HOME OF THE INCA PEOPLE

The ways of the land and of men change very slowly. Watching the people in a Peruvian highland village today, you can see many faces that resemble those carved in ancient stone and molded in clay. In the towns there are many people of Spanish descent and still more who are cholos – a mixture of Indian and Spanish - but in the villages the majority of the people are still Indian. They make up more than 60% of the population.

The Inca Indian, like the average Peruvian farmer today, did not want to leave his Inca village. He came to town to trade, to attend festivals, and to see the sights, but he regards the town as a noisy, hustling place and was always glad to get back to the familiar, to the quiet and peace of his Inca village.
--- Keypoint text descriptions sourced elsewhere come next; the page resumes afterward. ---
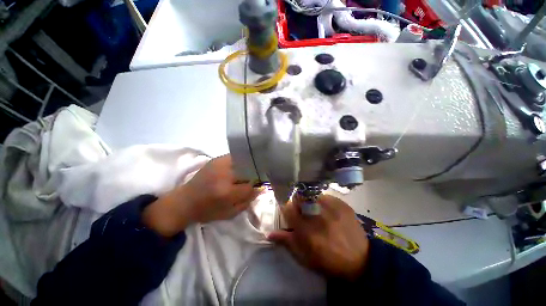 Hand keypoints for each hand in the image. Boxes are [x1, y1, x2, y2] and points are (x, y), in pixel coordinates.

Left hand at [143, 155, 259, 236]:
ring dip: (247, 167)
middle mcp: (223, 175)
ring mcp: (219, 164)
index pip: (249, 187)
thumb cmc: (207, 211)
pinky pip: (234, 157)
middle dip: (252, 175)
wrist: (184, 201)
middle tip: (251, 180)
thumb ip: (246, 201)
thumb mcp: (229, 213)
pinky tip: (237, 168)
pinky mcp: (215, 160)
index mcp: (225, 192)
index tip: (255, 188)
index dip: (254, 188)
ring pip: (242, 161)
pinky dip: (239, 162)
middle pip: (248, 170)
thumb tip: (259, 189)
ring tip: (244, 173)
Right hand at [268, 195, 369, 279]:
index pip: (288, 208)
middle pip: (300, 197)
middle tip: (304, 213)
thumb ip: (287, 241)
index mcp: (305, 228)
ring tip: (317, 212)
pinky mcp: (342, 204)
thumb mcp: (304, 257)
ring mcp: (331, 207)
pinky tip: (329, 212)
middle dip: (298, 203)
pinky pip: (326, 196)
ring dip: (311, 201)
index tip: (291, 213)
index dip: (287, 209)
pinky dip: (323, 202)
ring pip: (312, 195)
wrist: (360, 261)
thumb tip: (270, 233)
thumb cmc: (328, 261)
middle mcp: (317, 214) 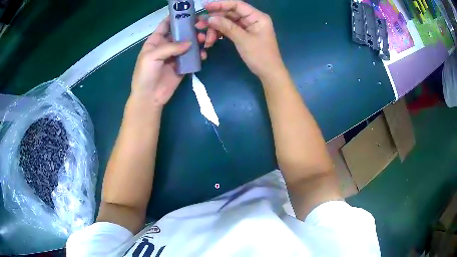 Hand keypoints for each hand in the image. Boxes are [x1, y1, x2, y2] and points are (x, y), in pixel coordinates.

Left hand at [131, 17, 207, 108]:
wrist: (149, 97)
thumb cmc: (145, 74)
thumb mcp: (152, 57)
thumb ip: (170, 47)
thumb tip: (190, 43)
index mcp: (155, 41)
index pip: (166, 25)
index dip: (175, 18)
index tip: (188, 14)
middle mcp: (166, 46)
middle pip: (180, 34)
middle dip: (190, 29)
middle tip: (201, 28)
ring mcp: (175, 56)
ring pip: (188, 44)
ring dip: (196, 41)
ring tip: (204, 41)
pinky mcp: (182, 66)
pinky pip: (192, 58)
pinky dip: (198, 55)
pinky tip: (203, 55)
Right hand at [202, 1, 284, 78]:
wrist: (269, 73)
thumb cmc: (260, 56)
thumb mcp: (243, 40)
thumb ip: (227, 27)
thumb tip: (210, 18)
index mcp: (257, 17)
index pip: (237, 5)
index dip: (220, 4)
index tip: (205, 7)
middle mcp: (252, 19)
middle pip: (230, 14)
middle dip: (215, 19)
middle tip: (199, 24)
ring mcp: (248, 27)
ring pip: (227, 23)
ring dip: (215, 29)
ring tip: (205, 39)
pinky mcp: (243, 34)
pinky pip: (229, 30)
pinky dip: (220, 34)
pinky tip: (211, 40) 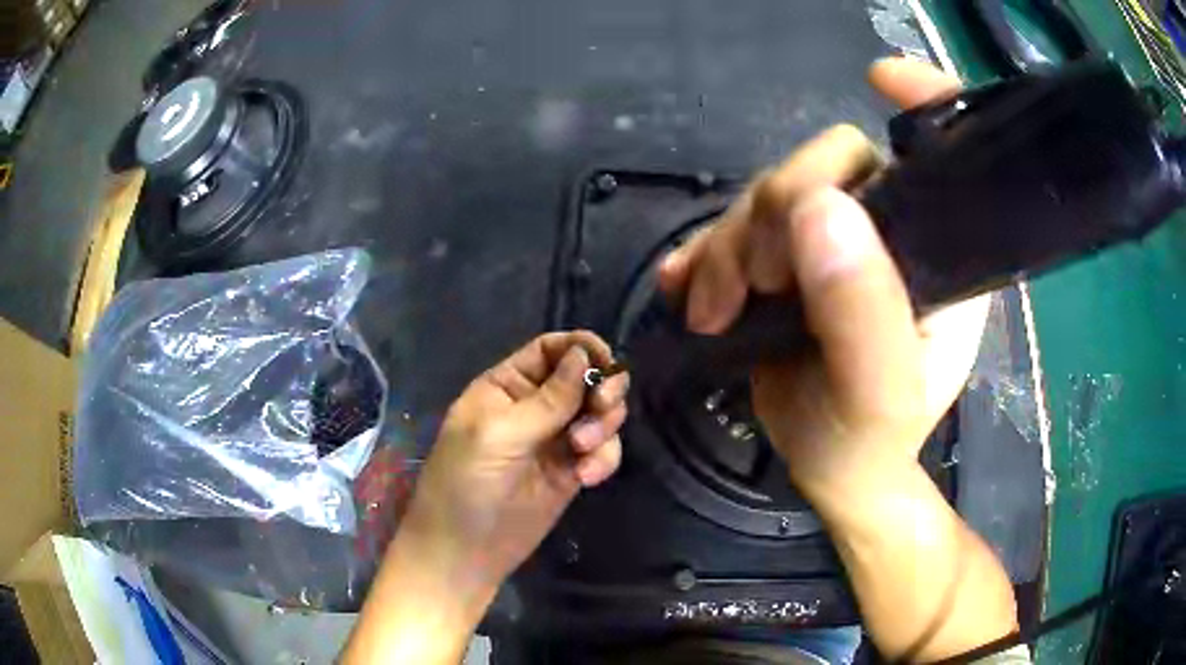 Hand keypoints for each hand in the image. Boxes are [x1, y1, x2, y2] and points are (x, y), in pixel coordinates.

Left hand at [343, 332, 627, 663]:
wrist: (465, 551)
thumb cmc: (466, 483)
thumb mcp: (499, 434)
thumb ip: (547, 399)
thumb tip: (584, 354)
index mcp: (507, 386)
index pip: (550, 350)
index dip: (581, 347)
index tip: (607, 363)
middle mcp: (534, 406)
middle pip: (585, 377)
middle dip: (601, 389)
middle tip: (601, 408)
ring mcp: (555, 440)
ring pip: (600, 413)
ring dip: (604, 425)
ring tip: (583, 451)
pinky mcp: (572, 471)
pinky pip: (603, 451)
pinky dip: (604, 458)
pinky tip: (587, 478)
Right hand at [657, 58, 989, 495]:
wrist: (832, 469)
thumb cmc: (870, 439)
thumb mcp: (875, 390)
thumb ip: (861, 307)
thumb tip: (818, 206)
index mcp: (940, 249)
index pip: (944, 151)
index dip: (923, 101)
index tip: (880, 79)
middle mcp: (893, 229)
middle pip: (829, 164)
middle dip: (774, 215)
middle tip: (750, 285)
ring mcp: (837, 239)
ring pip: (770, 194)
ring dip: (727, 246)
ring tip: (712, 309)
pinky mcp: (790, 258)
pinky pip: (737, 226)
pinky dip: (704, 254)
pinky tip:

The size of a village usually depends on its location. High up in the mountains, where the land was poor and rocky, a family or two might live alone in their huts, in the midst of their fields, Sometimes an Inca village was built up in two sections with fields in the center and a few homes at either end. In the valleys, however, where the land was more fertile and able to support a greater number of farmers, the villages were larger.

A man chose as the site for his home a place where sometimes good or fortunate had happened to him. The Inca called such a place a Huaca. Perhaps a mountain ridge or a ledge of a particular shape inspired a feeling of awe and so became Huaca to him.
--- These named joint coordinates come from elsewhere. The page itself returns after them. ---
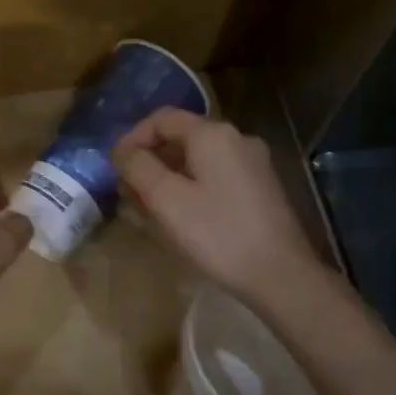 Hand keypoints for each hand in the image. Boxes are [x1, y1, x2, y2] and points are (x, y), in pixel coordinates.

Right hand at [113, 108, 324, 304]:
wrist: (281, 275)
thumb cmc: (218, 234)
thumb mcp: (167, 200)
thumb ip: (139, 168)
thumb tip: (123, 152)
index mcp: (213, 134)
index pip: (162, 118)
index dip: (132, 138)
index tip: (114, 167)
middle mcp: (237, 139)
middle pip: (181, 137)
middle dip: (150, 159)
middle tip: (127, 190)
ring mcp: (253, 163)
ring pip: (198, 159)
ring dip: (168, 175)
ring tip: (147, 206)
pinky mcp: (261, 188)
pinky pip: (216, 175)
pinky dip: (191, 186)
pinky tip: (180, 215) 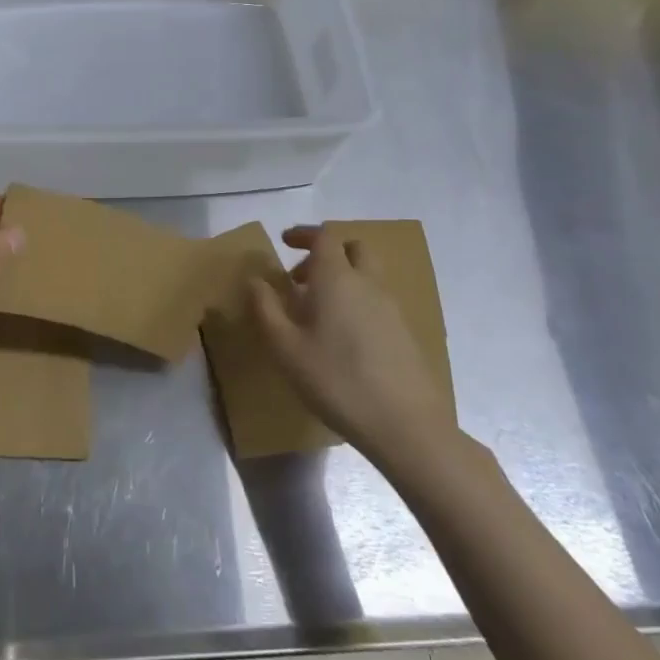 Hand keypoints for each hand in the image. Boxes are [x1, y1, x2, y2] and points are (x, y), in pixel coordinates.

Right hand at [251, 226, 454, 458]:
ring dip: (343, 279)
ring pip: (367, 275)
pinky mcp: (405, 332)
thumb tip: (255, 280)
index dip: (304, 234)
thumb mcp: (286, 348)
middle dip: (327, 254)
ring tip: (318, 313)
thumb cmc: (336, 380)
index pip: (324, 236)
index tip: (284, 243)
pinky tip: (343, 338)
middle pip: (353, 248)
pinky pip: (377, 300)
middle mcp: (367, 283)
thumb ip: (266, 308)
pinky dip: (358, 302)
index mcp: (337, 278)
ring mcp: (391, 307)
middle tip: (303, 279)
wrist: (405, 425)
Nothing was too small or too steep to build a hut on. Provided that water was nearby or could be brought in artificially in a man-made aqueduct. In time the area around the house was leveled and built with boulders to make a terrace. This provided room for another hut, which could house a newly married son or brother. Since farming land was so precious, the sited for the huts were usually on a barren, steep ground which was unsuitable for farming. As a village grew, people crowded their huts together until the village became a jumble of houses, corrals, pens and patios. Paths between houses were very narrow – just wide enough for a man and his burden or a llama with a pack on its back.

When a hut crumbled with age, the owner’s heir’s built another but atop the old foundations, and after several generations a village tended to rise many feet above its original site. Archeologists find the remains of generations of householders in these abandoned village sites: pottery fragments, pieces of leather and cloth, old toys, stone tools, knives, animal bones, corncobs, gourds, and human burials. Skillfully interpreted, these become a history book for the archeologist to read, and, in turn, to interpret to us. Thus we are unable to learn something of the lives of these people, who had no written history.